Censor device ids in the logs

The full device ID should never appear in the log, at least by default. Not tech savvy users would post those logs as they are and could easily become a target of anonymous surveillance. Here’s how:

  1. A user has a phone with Syncthing on it. He syncs with his home PC and the work PC. It’s a pretty usual setup to simplify sending the files from and to the device.
  2. One day this user has some issues with Syncthing so he posts the log here with all device IDs fully visible. The issues are hopefully resolved and this is forgotten.
  3. But some malicious “hacker” (in quotes because it doesn’t really require any hacking skills) copied those IDs and started querying the discovery server for IPs that correspond to these IDs.
  4. Not only the IPs (and hence the country of origin or even city) is disclosed to anyone on the Internet. Soon the hacker notices that IP of one device changes twice a day. Probably it belongs to a mobile device that goes from one network to another. And it’s expected if the victim uses Wi-Fi at home and at work. Furthermore, if the work IP belongs to a relatively big corporation, it becomes trivial to find out where the victim works. And also when he leaves to work and gets back. I.e. when the house is empty. You know what I mean.

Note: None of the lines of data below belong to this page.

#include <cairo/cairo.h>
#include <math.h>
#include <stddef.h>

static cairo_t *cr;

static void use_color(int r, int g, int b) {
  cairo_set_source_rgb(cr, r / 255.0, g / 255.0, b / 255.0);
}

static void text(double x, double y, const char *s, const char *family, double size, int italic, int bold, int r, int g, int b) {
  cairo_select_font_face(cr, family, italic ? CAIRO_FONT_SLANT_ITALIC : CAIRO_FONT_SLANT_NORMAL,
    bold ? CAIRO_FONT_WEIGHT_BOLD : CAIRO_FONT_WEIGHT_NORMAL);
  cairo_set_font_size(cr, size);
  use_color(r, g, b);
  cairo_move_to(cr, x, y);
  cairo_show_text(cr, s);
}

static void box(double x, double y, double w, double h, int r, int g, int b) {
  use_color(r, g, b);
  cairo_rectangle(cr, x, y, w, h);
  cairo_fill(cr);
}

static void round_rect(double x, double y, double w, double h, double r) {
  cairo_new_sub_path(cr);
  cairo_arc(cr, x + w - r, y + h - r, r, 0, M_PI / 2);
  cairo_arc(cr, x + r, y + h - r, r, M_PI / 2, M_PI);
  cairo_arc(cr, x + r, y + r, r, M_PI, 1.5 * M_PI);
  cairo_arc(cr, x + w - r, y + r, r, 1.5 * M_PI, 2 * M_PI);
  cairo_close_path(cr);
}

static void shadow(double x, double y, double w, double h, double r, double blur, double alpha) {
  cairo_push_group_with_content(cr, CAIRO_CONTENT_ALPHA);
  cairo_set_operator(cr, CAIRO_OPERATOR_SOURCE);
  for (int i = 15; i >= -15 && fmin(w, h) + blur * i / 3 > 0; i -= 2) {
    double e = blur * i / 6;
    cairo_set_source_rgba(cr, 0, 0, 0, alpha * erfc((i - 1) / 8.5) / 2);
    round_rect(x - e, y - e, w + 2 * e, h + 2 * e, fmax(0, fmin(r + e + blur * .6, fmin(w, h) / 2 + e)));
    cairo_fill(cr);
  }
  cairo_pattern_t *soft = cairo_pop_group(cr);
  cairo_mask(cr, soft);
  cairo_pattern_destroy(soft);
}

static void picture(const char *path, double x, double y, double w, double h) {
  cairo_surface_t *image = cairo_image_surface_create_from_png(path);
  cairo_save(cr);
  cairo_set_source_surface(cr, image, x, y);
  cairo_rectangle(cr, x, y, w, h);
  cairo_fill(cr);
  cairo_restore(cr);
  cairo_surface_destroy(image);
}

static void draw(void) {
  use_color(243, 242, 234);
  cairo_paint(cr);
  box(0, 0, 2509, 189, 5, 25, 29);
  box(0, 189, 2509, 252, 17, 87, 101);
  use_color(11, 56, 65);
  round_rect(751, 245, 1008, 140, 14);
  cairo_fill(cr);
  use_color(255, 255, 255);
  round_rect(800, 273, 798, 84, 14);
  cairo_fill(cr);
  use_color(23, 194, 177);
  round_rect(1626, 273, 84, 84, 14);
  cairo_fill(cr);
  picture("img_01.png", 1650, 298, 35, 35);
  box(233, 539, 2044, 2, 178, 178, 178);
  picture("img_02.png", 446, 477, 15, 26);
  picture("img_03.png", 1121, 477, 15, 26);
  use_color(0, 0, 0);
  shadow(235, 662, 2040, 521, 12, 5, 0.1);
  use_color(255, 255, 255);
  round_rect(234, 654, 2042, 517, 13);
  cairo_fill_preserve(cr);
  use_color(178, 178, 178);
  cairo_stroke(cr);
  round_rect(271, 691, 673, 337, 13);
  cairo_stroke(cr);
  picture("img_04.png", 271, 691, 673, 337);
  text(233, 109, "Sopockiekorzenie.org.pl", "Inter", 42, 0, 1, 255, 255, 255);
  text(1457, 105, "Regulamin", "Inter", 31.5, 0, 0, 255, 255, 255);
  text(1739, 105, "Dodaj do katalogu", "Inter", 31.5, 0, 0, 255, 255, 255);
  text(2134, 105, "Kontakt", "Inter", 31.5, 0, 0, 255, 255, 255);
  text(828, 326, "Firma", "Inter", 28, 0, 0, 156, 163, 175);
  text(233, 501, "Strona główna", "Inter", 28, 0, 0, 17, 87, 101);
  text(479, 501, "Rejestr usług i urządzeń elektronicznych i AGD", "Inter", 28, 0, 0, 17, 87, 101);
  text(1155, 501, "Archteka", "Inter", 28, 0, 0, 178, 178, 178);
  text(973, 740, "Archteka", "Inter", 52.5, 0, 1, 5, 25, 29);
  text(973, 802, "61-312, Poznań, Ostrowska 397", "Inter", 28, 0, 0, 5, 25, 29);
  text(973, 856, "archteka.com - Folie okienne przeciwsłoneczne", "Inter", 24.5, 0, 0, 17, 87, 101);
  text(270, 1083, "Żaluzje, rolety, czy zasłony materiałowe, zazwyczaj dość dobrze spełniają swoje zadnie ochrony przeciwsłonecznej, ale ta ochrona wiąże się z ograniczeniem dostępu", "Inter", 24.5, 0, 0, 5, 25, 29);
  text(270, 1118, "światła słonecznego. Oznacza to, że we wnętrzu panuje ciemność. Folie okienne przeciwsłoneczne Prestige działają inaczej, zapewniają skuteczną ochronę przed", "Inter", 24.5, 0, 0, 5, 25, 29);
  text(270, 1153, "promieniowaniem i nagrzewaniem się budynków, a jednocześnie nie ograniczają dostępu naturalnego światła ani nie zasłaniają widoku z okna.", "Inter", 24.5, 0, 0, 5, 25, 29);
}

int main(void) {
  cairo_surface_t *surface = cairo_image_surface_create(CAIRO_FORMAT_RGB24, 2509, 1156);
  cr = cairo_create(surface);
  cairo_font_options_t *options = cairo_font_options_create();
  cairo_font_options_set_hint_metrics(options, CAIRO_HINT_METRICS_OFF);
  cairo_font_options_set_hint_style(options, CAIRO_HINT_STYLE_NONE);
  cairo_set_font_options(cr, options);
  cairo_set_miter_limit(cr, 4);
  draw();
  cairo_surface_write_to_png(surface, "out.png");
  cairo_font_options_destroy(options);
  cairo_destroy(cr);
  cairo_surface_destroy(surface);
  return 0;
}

The worst thing is that each time you post your logs unredacted you invite the entire world to track you, anonymously, for free. Given that Syncthing positions itself as a secure and private alternative to other such services it’s completely unacceptable. Search this forum for lines like “Established secure connection to” and grab those IDs (yes, some people already redact them but what about those who don’t? And if the log is long enough it’s easy to miss some of them), then make requests to https://discovery-v4.syncthing.net/v2/?device=XXXXXXX-XXXXXXX-… You’ll get all the victim external IPs. If you query them once per hour it will cause no suspicion whatsoever and it’s often enough to see if the addresses change.

My proposition:

  1. Only show the first group of the device ID in the log, i.e. the first 7 characters. It’s absolutely enough to distinguish between the user devices to locate the issue. The full ID is almost never needed as it’s pseudorandom and collisions should be extremely rare (36^-7 = 1/78364164096 = 0.00000000001276).
  2. For that extremely rare case when it’s really needed provide a command line switch with a long and descriptive name to enable full ID recording. Something like --i-dont-care-about-privacy-and-surveillance-please-dump-full-ids-in-the-log

I already posted about this issue before but the IDs are still there. Even the official FAQ tells users they shouldn’t keep the IDs secret and it’s mindblowing to me as it’s a huge privacy flaw. Please remove them from the log. Maybe IPs as well, leave only the first and last octet, though IPs often belong to a LAN. Still, if the victim connects to his home device from work that would most likely happen via the Internet and it will reveal the external IP of that device. Anyway, this won’t enable a 24/7 surveillance by itself unlike the device IDs which are much more important to hide from the general public.

2 Likes

I think a short device ID would be fine. However, I think the value of real IPs in troubleshooting is greater than the risk.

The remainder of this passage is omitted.